=== MATERIALS PROVIDED ===

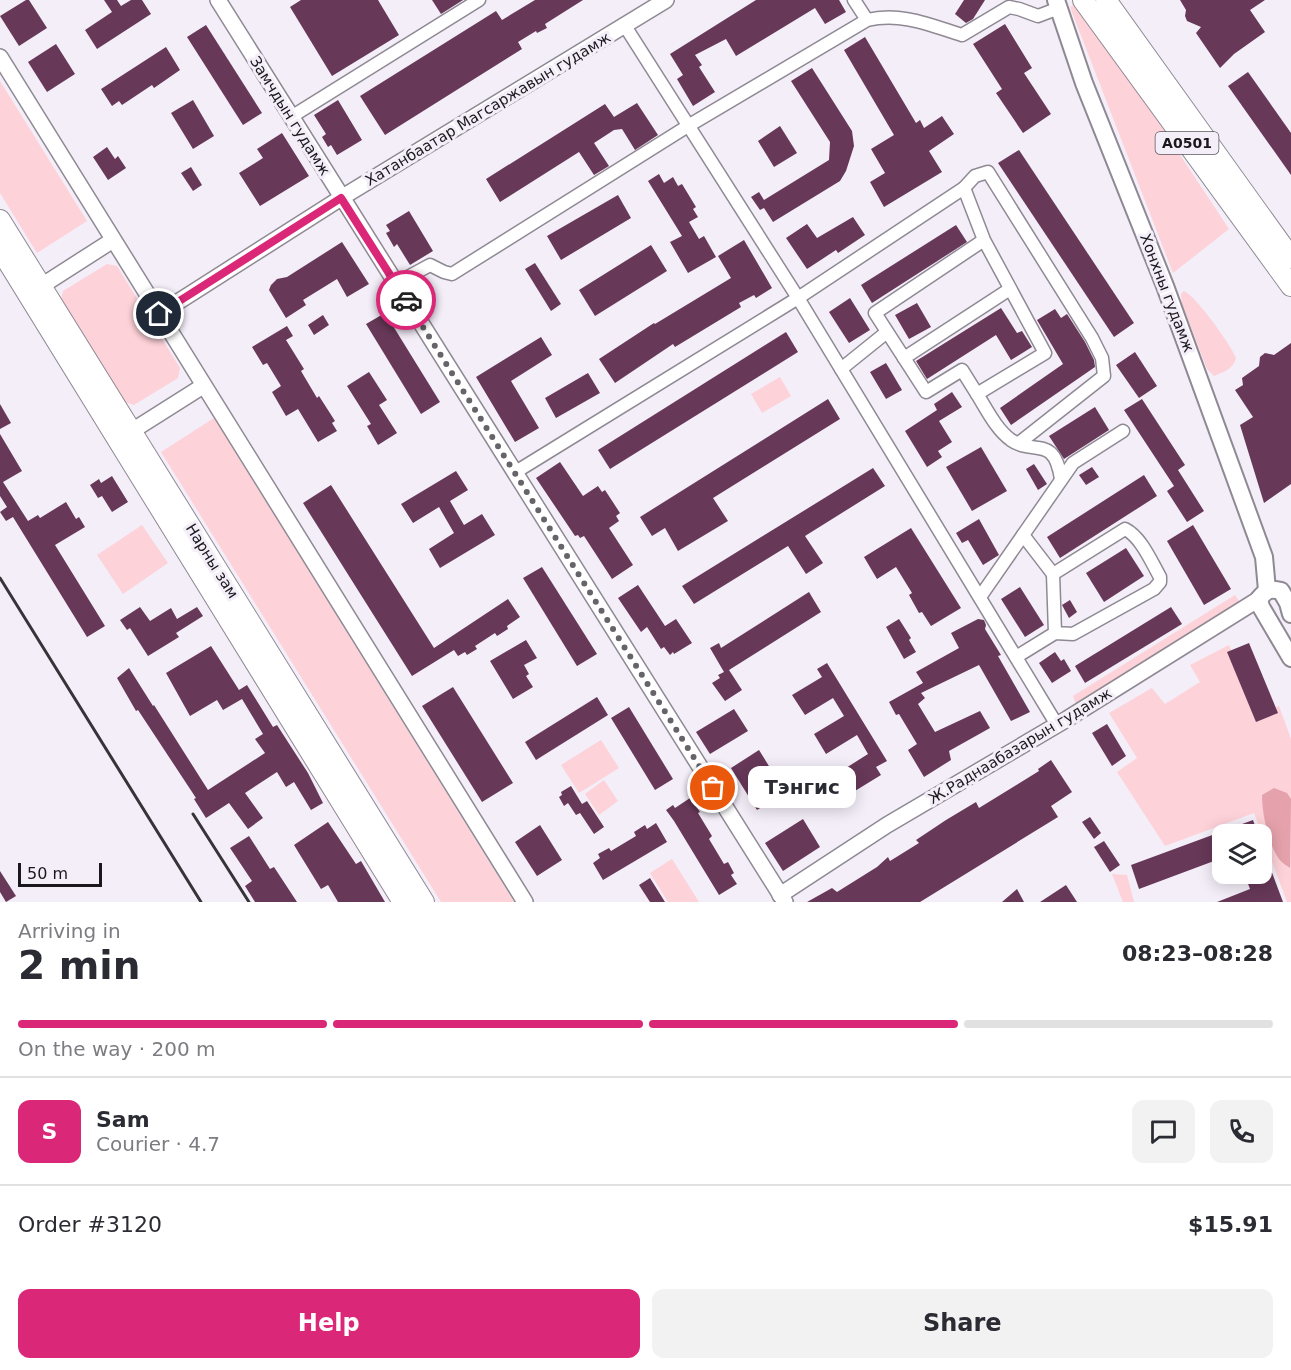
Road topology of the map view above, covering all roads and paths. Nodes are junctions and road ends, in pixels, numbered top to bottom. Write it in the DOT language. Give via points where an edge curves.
graph roads {
  1 [pos="218,0"];
  2 [pos="479,0"];
  3 [pos="666,0"];
  4 [pos="854,0"];
  5 [pos="1083,0"];
  6 [pos="1106,0"];
  7 [pos="1057,4"];
  8 [pos="867,20"];
  9 [pos="625,26"];
  10 [pos="0,57"];
  11 [pos="291,117"];
  12 [pos="688,126"];
  13 [pos="964,188"];
  14 [pos="341,198"];
  15 [pos="0,220"];
  16 [pos="113,240"];
  17 [pos="984,240"];
  18 [pos="0,249"];
  19 [pos="1291,258"];
  20 [pos="395,284"];
  21 [pos="1291,286"];
  22 [pos="1010,289"];
  23 [pos="35,290"];
  24 [pos="798,298"];
  25 [pos="159,314"];
  26 [pos="886,332"];
  27 [pos="904,358"];
  28 [pos="841,369"];
  29 [pos="203,386"];
  30 [pos="977,394"];
  31 [pos="1123,431"];
  32 [pos="125,436"];
  33 [pos="1019,443"];
  34 [pos="514,472"];
  35 [pos="1061,479"];
  36 [pos="1023,535"];
  37 [pos="1053,574"];
  38 [pos="1263,594"];
  39 [pos="981,597"];
  40 [pos="1291,614"];
  41 [pos="1054,633"];
  42 [pos="1016,657"];
  43 [pos="1291,658"];
  44 [pos="1057,725"];
  45 [pos="783,898"];
  46 [pos="404,902"];
  47 [pos="424,902"];
  48 [pos="525,902"];
  1 -- 11 [label="street, Замчдын гудамж"];
  2 -- 11 [label="street"];
  3 -- 9 [label="street, Хатанбаатар Магсаржавын гудамж"];
  4 -- 8 [label="street"];
  5 -- 21 [label="main road, A0501"];
  6 -- 19 [label="main road, A0501"];
  7 -- 8 [label="street" via="1038,16 1009,7 962,35 897,16"];
  7 -- 38 [label="main road, Хонхны гудамж" via="1264,556"];
  8 -- 12 [label="street"];
  9 -- 12 [label="street"];
  9 -- 14 [label="street, Хатанбаатар Магсаржавын гудамж"];
  10 -- 16 [label="street"];
  11 -- 14 [label="street, Замчдын гудамж"];
  12 -- 20 [label="street" via="452,274 430,265"];
  12 -- 24 [label="street"];
  13 -- 17 [label="street"];
  13 -- 24 [label="street"];
  13 -- 33 [label="street" via="975,176 988,172 1102,358 1104,376"];
  14 -- 20 [label="street, Замчдын гудамж"];
  14 -- 25 [label="street, Хатанбаатар Магсаржавын гудамж"];
  15 -- 23 [label="main road, Нарны зам"];
  16 -- 23 [label="street"];
  16 -- 25 [label="street"];
  17 -- 22 [label="street"];
  17 -- 26 [label="street" via="875,314"];
  18 -- 23 [label="main road, Нарны зам"];
  20 -- 34 [label="street, Замчдын гудамж"];
  22 -- 27 [label="street"];
  22 -- 30 [label="street" via="1045,353"];
  23 -- 32 [label="main road, Нарны зам"];
  24 -- 28 [label="street"];
  24 -- 34 [label="street"];
  25 -- 29 [label="street"];
  26 -- 27 [label="street"];
  26 -- 28 [label="street"];
  27 -- 30 [label="street" via="926,392 962,370"];
  28 -- 39 [label="street"];
  29 -- 32 [label="street"];
  29 -- 48 [label="street"];
  30 -- 33 [label="street" via="1002,432"];
  31 -- 35 [label="street" via="1073,463"];
  32 -- 46 [label="main road, Нарны зам"];
  32 -- 47 [label="main road, Нарны зам"];
  33 -- 35 [label="street" via="1047,451 1059,466"];
  34 -- 45 [label="street, Замчдын гудамж"];
  35 -- 36 [label="street"];
  36 -- 37 [label="street"];
  36 -- 39 [label="street"];
  37 -- 41 [label="street"];
  37 -- 41 [label="street" via="1125,529 1138,541 1160,577 1154,589 1073,634"];
  38 -- 40 [label="main road" via="1274,589 1281,591"];
  38 -- 43 [label="main road" via="1261,607"];
  38 -- 44 [label="street, Ж.Раднаабазарын гудамж"];
  39 -- 42 [label="street"];
  41 -- 42 [label="street"];
  42 -- 44 [label="street"];
  44 -- 45 [label="street, Ж.Раднаабазарын гудамж" via="887,825"];
}
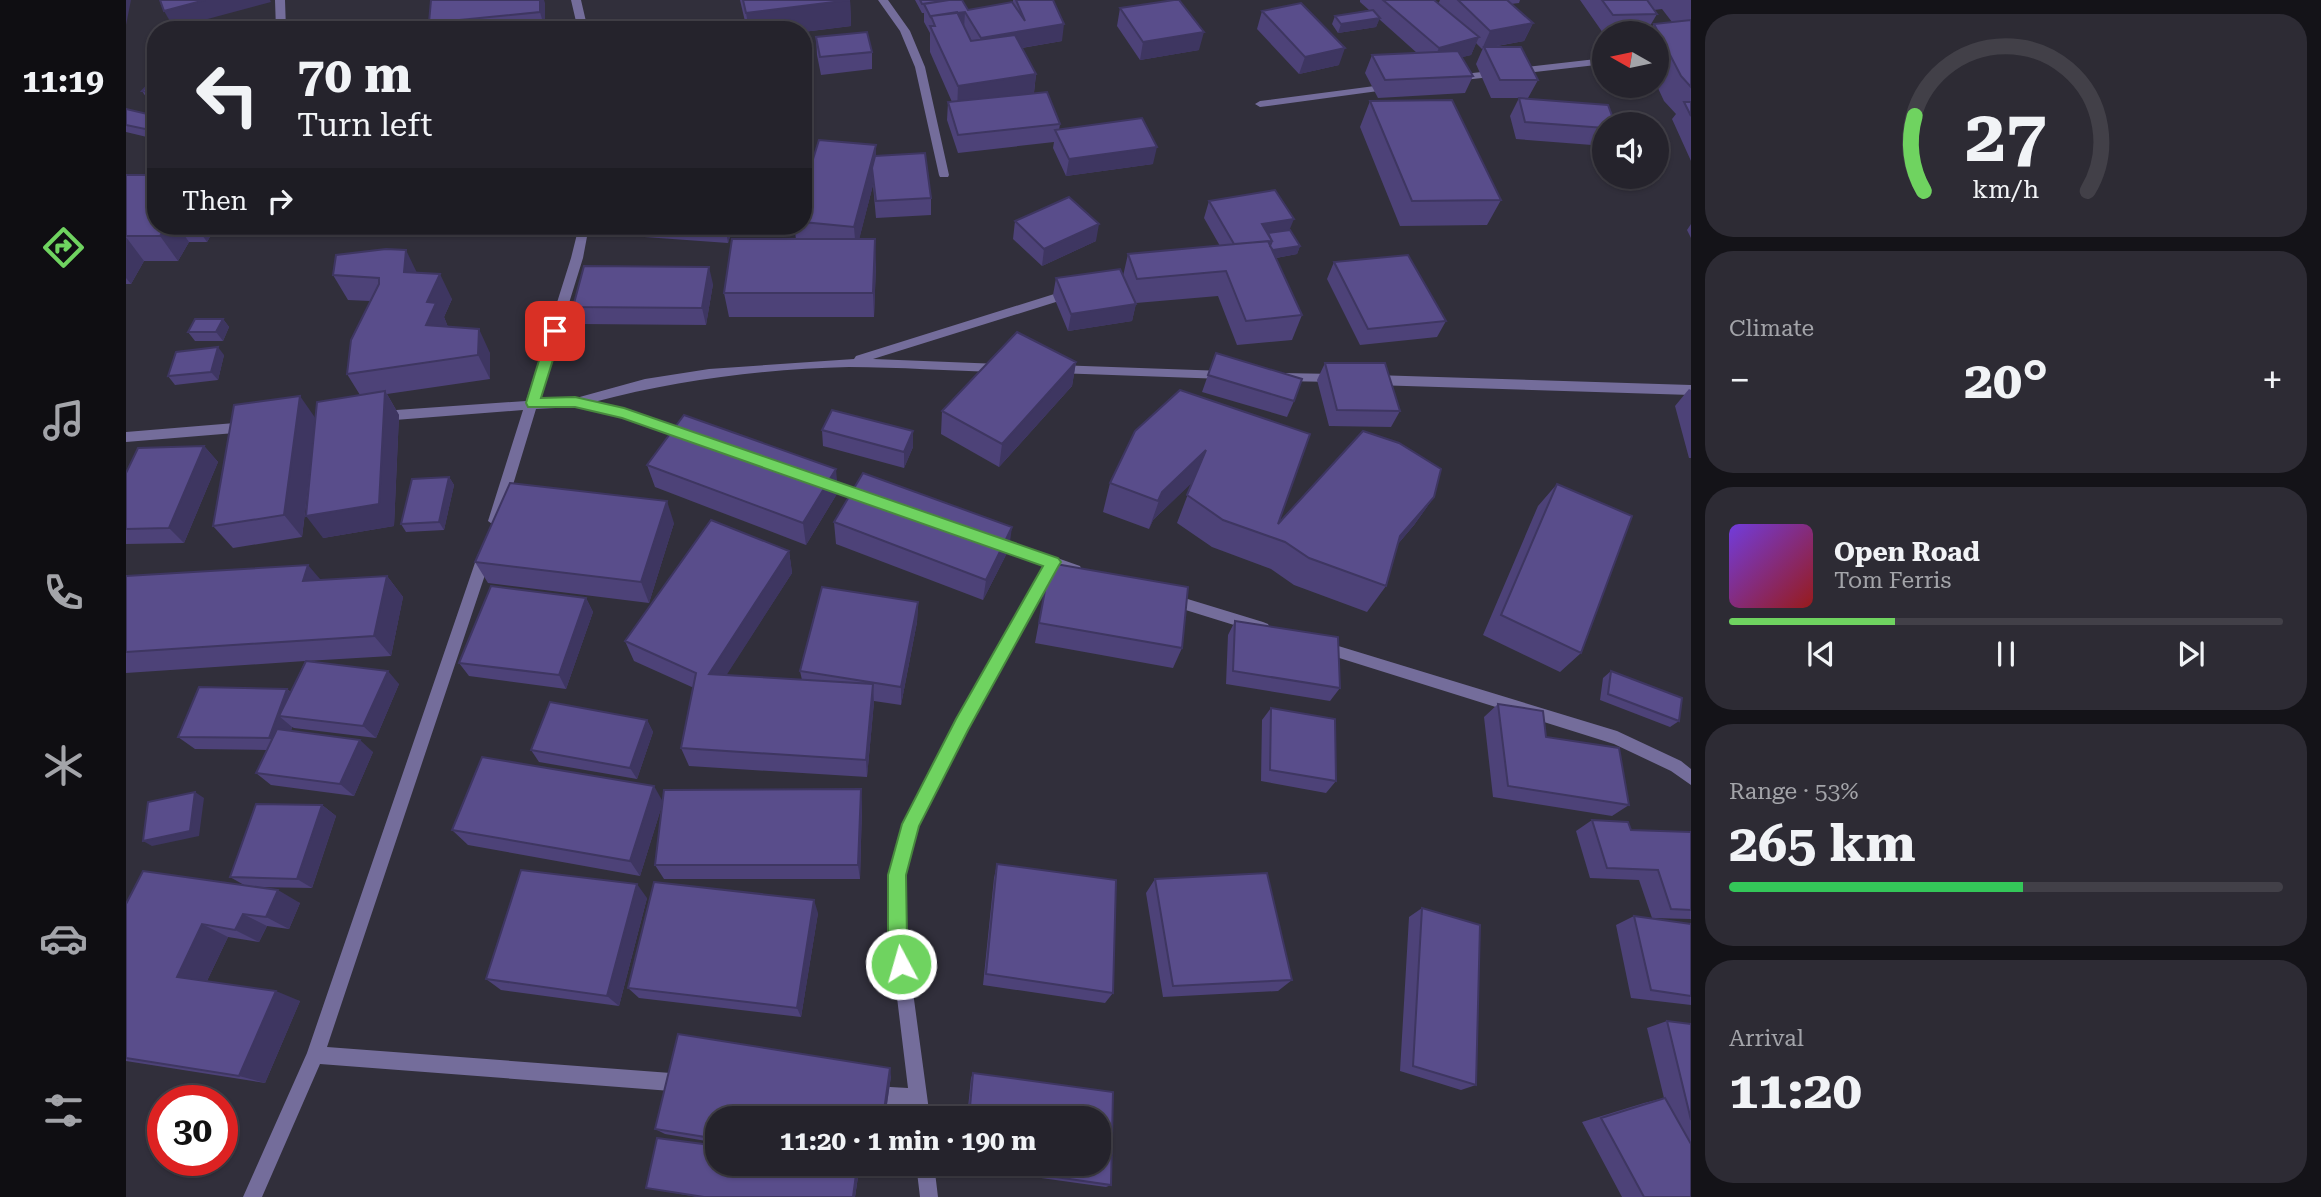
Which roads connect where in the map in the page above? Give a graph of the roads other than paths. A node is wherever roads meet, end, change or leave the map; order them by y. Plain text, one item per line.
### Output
1 (280, 0) edge
2 (576, 0) edge
3 (883, 0) edge
4 (281, 21) edge
5 (581, 21) edge
6 (1592, 63) edge
7 (1450, 79) edge
8 (1395, 86) edge
9 (1260, 104) dead end
10 (944, 175) dead end
11 (582, 235) edge
12 (1085, 288) edge
13 (849, 363) junction
14 (1014, 368) edge
15 (1042, 369) edge
16 (1235, 375) edge
17 (1263, 376) edge
18 (1346, 379) edge
19 (1360, 379) edge
20 (1691, 390) edge
21 (575, 402) junction
22 (533, 403) junction
23 (370, 417) edge
24 (262, 426) edge
25 (126, 437) edge
26 (702, 441) edge
27 (806, 477) edge
28 (884, 504) edge
29 (975, 535) edge
30 (1053, 562) junction
31 (1089, 574) edge
32 (1155, 595) edge
33 (1274, 632) edge
34 (1314, 644) edge
35 (1691, 778) edge
36 (315, 1055) junction
37 (698, 1084) edge
38 (850, 1094) edge
39 (919, 1098) junction
40 (920, 1106) edge
41 (926, 1176) edge
42 (251, 1197) edge
43 (929, 1197) edge

1 - 4 street
2 - 5 street
3 - 10 street
6 - 7 street
8 - 9 street
11 - 22 street
12 - 13 street
13 - 14 street
13 - 21 street
15 - 16 street
17 - 18 street
19 - 20 street
21 - 22 street
21 - 26 street
22 - 23 street
22 - 36 street
24 - 25 street
27 - 28 street
29 - 30 street
30 - 31 street
30 - 39 street
32 - 33 street
34 - 35 street
36 - 37 street
36 - 42 street
38 - 39 street
39 - 40 street
41 - 43 street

===

• THE TASK
What lines in the data include the string "Нарны"? Copy each one.

• SOLUTION TO THE PROBLEM
  15 -- 23 [label="main road, Нарны зам"];
  18 -- 23 [label="main road, Нарны зам"];
  23 -- 32 [label="main road, Нарны зам"];
  32 -- 46 [label="main road, Нарны зам"];
  32 -- 47 [label="main road, Нарны зам"];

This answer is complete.